Work to complete:
Copy all the data exactly, except the pictures.

--- Data section ---

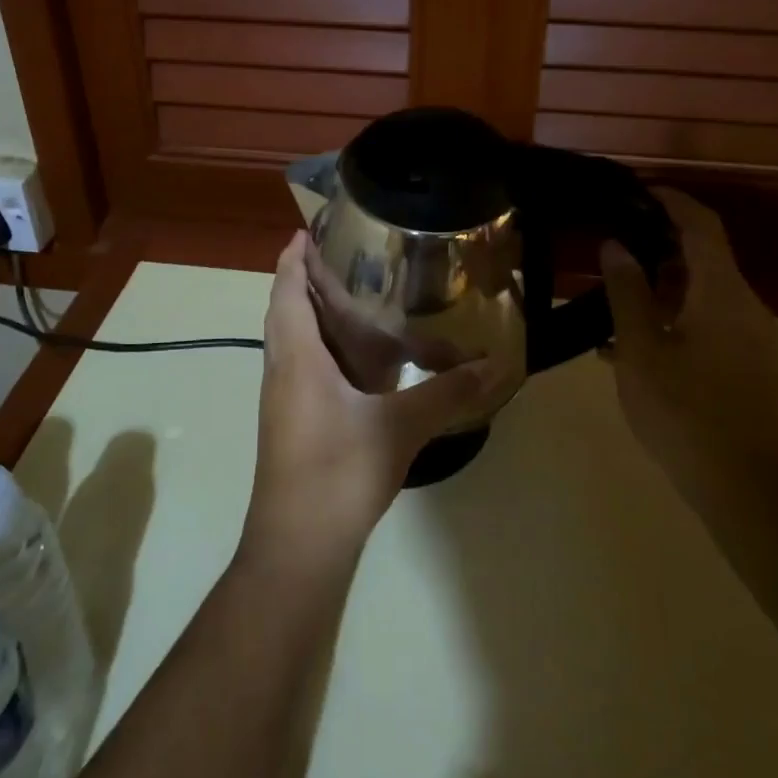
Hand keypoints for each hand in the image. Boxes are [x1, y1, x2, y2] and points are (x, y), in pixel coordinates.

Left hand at [246, 232, 508, 570]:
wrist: (298, 545)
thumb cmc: (339, 473)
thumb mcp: (399, 428)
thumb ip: (446, 393)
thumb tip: (494, 365)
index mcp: (297, 358)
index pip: (286, 292)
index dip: (292, 259)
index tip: (305, 232)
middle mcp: (283, 371)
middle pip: (287, 312)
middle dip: (306, 282)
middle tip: (343, 260)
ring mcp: (284, 400)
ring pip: (295, 343)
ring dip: (315, 318)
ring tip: (354, 302)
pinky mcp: (292, 424)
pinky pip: (305, 369)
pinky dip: (326, 351)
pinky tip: (360, 363)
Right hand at [600, 191, 777, 511]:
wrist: (751, 492)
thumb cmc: (687, 414)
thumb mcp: (642, 350)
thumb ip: (627, 294)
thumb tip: (616, 245)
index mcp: (722, 293)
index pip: (701, 225)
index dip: (670, 200)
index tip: (634, 190)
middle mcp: (745, 306)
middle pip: (704, 256)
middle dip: (658, 243)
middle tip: (612, 244)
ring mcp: (753, 339)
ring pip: (704, 292)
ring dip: (662, 285)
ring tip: (613, 295)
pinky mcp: (750, 367)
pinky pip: (709, 322)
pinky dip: (674, 316)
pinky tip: (634, 344)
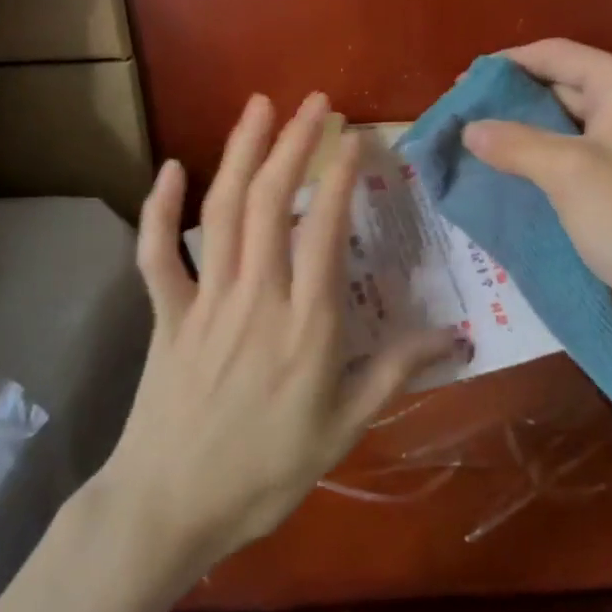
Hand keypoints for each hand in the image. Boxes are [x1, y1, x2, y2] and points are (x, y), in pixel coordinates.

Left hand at [97, 92, 458, 575]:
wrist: (169, 510)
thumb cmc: (265, 473)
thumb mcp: (344, 430)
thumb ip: (396, 374)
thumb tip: (455, 337)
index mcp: (305, 324)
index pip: (325, 230)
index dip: (340, 175)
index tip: (356, 137)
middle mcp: (256, 296)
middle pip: (271, 202)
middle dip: (294, 143)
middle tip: (315, 102)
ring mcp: (206, 301)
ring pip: (221, 212)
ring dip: (241, 152)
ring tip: (259, 106)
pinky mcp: (167, 314)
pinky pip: (157, 254)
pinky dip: (159, 209)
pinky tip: (170, 167)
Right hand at [462, 39, 611, 354]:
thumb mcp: (567, 172)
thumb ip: (514, 143)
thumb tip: (469, 128)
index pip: (556, 55)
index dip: (506, 65)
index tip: (462, 84)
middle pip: (562, 84)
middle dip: (512, 101)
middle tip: (462, 118)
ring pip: (566, 122)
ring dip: (524, 132)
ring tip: (475, 144)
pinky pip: (577, 153)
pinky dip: (543, 157)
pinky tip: (508, 170)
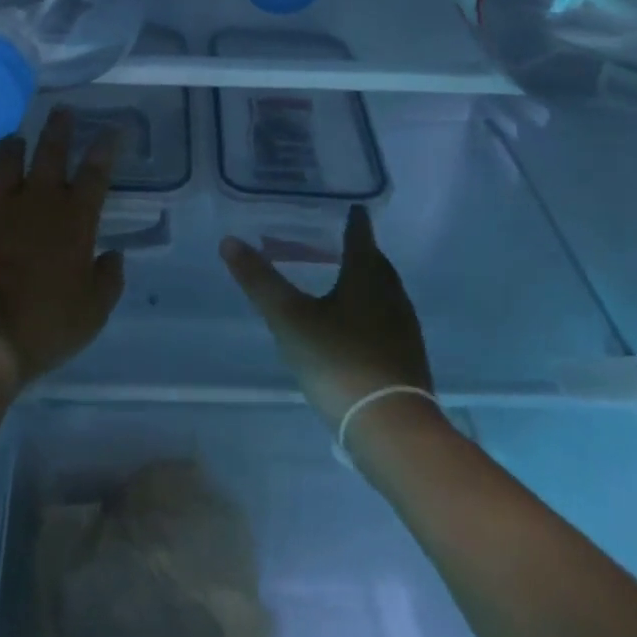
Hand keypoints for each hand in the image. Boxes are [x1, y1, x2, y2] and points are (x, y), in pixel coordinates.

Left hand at [0, 108, 125, 388]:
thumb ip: (108, 278)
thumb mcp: (93, 310)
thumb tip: (113, 256)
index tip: (113, 128)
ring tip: (17, 136)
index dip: (106, 147)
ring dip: (14, 145)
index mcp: (74, 219)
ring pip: (7, 161)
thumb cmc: (45, 324)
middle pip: (50, 153)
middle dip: (59, 129)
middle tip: (61, 110)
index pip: (96, 172)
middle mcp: (37, 201)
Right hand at [219, 205, 433, 427]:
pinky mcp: (406, 358)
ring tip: (345, 280)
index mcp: (367, 278)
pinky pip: (387, 319)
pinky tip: (356, 326)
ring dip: (367, 281)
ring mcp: (404, 329)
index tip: (352, 208)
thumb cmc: (338, 361)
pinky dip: (371, 310)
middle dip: (361, 250)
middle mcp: (392, 296)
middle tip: (340, 241)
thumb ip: (260, 281)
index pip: (361, 237)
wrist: (390, 428)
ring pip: (385, 292)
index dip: (355, 221)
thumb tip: (229, 241)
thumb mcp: (290, 319)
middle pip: (377, 264)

---

Solution for this exercise:
Hand keypoints for each hand in the image. Boxes are [x1, y1, x2, y2] and points are (x, y), in pixel coordinates.

Left hand at [246, 232, 508, 570]:
wrist: (298, 545)
thumb cmc: (339, 473)
thumb mcp: (399, 428)
thumb ip: (446, 393)
thumb tip: (494, 365)
index mcp: (297, 358)
index pip: (286, 292)
index dip: (292, 259)
index tip: (305, 232)
middle mcp: (283, 371)
middle pip: (287, 312)
middle dip: (306, 282)
middle tip: (343, 260)
ring mcp: (284, 400)
ring pip: (295, 343)
ring dip: (315, 318)
ring tip: (354, 302)
pinky mcp: (292, 424)
pinky pip: (305, 369)
pinky dip: (326, 351)
pinky tip: (360, 363)
Right hand at [600, 191, 777, 511]:
wrist: (751, 492)
thumb cmc: (687, 414)
thumb mcp: (642, 350)
thumb ip: (627, 294)
thumb tip: (616, 245)
index mcp: (722, 293)
index pip: (701, 225)
index dip: (670, 200)
index tip: (634, 190)
middle mcp: (745, 306)
middle pip: (704, 256)
middle dip: (658, 243)
middle tip: (612, 244)
ring mcp: (753, 339)
ring pip: (704, 292)
ring dip: (662, 285)
ring tip: (613, 295)
pinky mcp: (750, 367)
pinky pip: (709, 322)
pinky dip: (674, 316)
pinky tip: (634, 344)
Hand keypoints for each hand in the image. Boxes are [x1, y1, x2, y2] and points are (x, y), in pixel coordinates.

Left hand at [97, 92, 458, 575]:
wrist: (169, 510)
thumb cmc: (265, 473)
thumb mcp: (344, 430)
thumb ip: (396, 374)
thumb tip: (455, 337)
index mcp: (305, 324)
index pip: (325, 230)
index dip: (340, 175)
index tip: (356, 137)
middle mcp: (256, 296)
middle pip: (271, 202)
middle dip: (294, 143)
middle tip: (315, 102)
ring mcp: (206, 301)
ring pip: (221, 212)
ring dip: (241, 152)
ring tip: (259, 106)
pinky mcp: (167, 314)
pinky pip: (157, 254)
pinky dip: (159, 209)
pinky tip: (170, 167)
Right hand at [462, 39, 611, 354]:
thumb mcp: (567, 172)
thumb ip: (514, 143)
thumb tip: (469, 128)
index pip: (556, 55)
index dip: (506, 65)
index tip: (462, 84)
middle pip: (562, 84)
middle dip: (512, 101)
middle tip: (462, 118)
ring pip: (566, 122)
ring dip: (524, 132)
ring tip: (475, 144)
pinky pip: (577, 153)
pinky dip: (543, 157)
pinky tip: (508, 170)
Hand keypoints for each hand in the image. Boxes are [x1, y1, x2, y2] and points are (x, y), in pixel coordinates.

Left hand at [0, 108, 125, 388]:
thumb ip: (108, 278)
thumb mcp: (93, 310)
thumb tip: (113, 256)
index tip: (113, 128)
ring tip: (17, 136)
index dip: (106, 147)
ring dip: (14, 145)
index mcp: (74, 219)
ring pip: (7, 161)
thumb cmc: (45, 324)
middle pip: (50, 153)
middle dip: (59, 129)
middle tip: (61, 110)
index pip: (96, 172)
middle mcp: (37, 201)
Right hand at [219, 205, 433, 427]:
pinky mcp: (406, 358)
ring tip: (345, 280)
index mcp: (367, 278)
pinky pip: (387, 319)
pinky tip: (356, 326)
ring dip: (367, 281)
ring mcp: (404, 329)
index tip: (352, 208)
thumb cmc: (338, 361)
pinky dip: (371, 310)
middle dip: (361, 250)
middle mcp: (392, 296)
middle tip: (340, 241)
thumb ip: (260, 281)
index pip: (361, 237)
wrist: (390, 428)
ring pip: (385, 292)
index dip: (355, 221)
thumb tip: (229, 241)
thumb mcp: (290, 319)
middle pip: (377, 264)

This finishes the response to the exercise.